**Work to be completed**
The records that follow are to be printed exactly, with no images.
★ ★ ★ ★
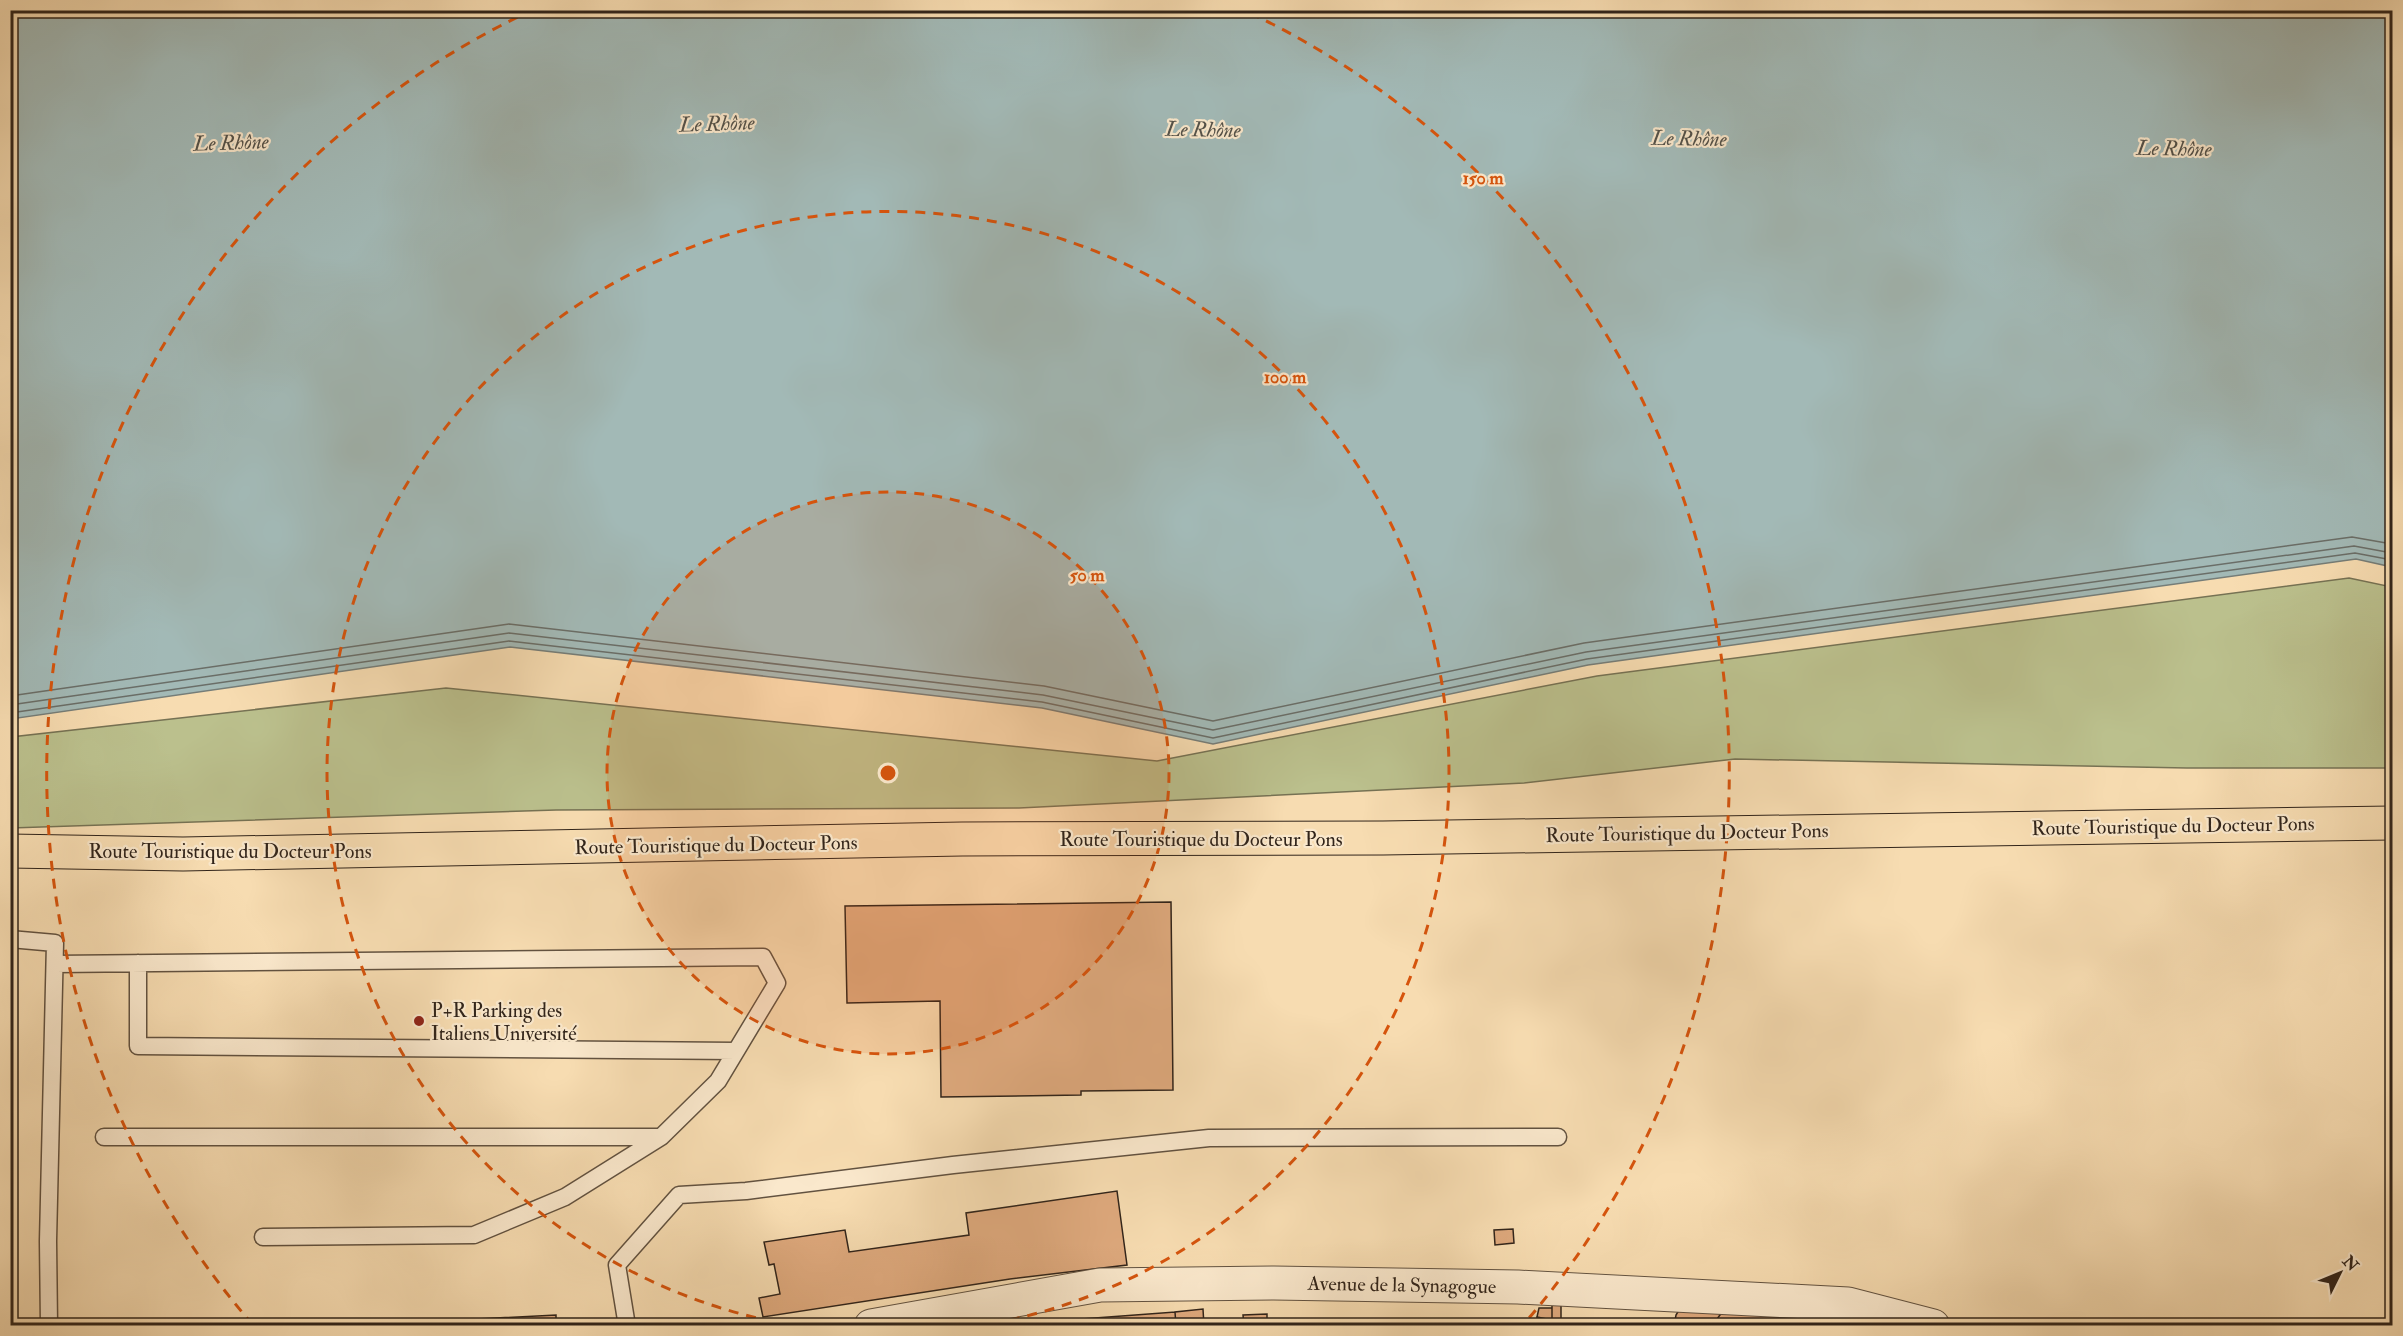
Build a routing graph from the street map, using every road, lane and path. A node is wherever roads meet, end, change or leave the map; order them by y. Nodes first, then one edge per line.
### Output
1 (2392, 823) edge
2 (10, 851) edge
3 (10, 939) edge
4 (138, 963) junction
5 (55, 964) junction
6 (736, 1051) junction
7 (104, 1137) dead end
8 (661, 1137) junction
9 (1558, 1137) dead end
10 (263, 1237) dead end
11 (49, 1326) edge
12 (627, 1326) edge
13 (871, 1326) edge
14 (1933, 1326) edge

1 - 2 highway, Route Touristique du Docteur Pons
3 - 5 lane
4 - 5 lane
4 - 6 lane
4 - 6 lane
5 - 11 lane
6 - 8 lane
7 - 8 lane
8 - 10 lane
9 - 12 lane
13 - 14 street, Avenue de la Synagogue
★ ★ ★ ★
**Solution to this task**
Build a routing graph from the street map, using every road, lane and path. A node is wherever roads meet, end, change or leave the map; order them by y. Nodes first, then one edge per line.
### Output
1 (2392, 823) edge
2 (10, 851) edge
3 (10, 939) edge
4 (138, 963) junction
5 (55, 964) junction
6 (736, 1051) junction
7 (104, 1137) dead end
8 (661, 1137) junction
9 (1558, 1137) dead end
10 (263, 1237) dead end
11 (49, 1326) edge
12 (627, 1326) edge
13 (871, 1326) edge
14 (1933, 1326) edge

1 - 2 highway, Route Touristique du Docteur Pons
3 - 5 lane
4 - 5 lane
4 - 6 lane
4 - 6 lane
5 - 11 lane
6 - 8 lane
7 - 8 lane
8 - 10 lane
9 - 12 lane
13 - 14 street, Avenue de la Synagogue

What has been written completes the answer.